# [WHAT THIS TASK INVOLVES]
Would you please repeat exactly the lines from the one containing "index dip: (219, 148)" to the end of the records, both included, and leave out the rest?

# [DATA FOR THE TASK]
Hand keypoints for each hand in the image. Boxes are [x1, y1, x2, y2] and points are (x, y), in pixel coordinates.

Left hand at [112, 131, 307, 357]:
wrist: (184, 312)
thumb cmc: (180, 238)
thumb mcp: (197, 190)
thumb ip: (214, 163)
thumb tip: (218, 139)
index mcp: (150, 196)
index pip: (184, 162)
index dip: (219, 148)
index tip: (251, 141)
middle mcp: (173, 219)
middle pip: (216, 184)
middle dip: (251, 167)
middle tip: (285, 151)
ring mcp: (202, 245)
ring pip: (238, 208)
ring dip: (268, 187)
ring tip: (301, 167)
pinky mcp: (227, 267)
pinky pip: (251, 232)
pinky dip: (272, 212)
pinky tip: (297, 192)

# [SOLUTION FOR THIS TASK]
index dip: (219, 148)
index tip: (251, 141)
middle mcp: (173, 219)
middle pip: (216, 184)
middle dip: (251, 167)
middle tip: (285, 151)
ring mcp: (202, 245)
ring pip: (238, 208)
ring dip: (268, 187)
ring tip: (301, 167)
pinky mcp: (227, 267)
pinky pip: (251, 232)
pinky dip: (272, 212)
pinky tip: (297, 192)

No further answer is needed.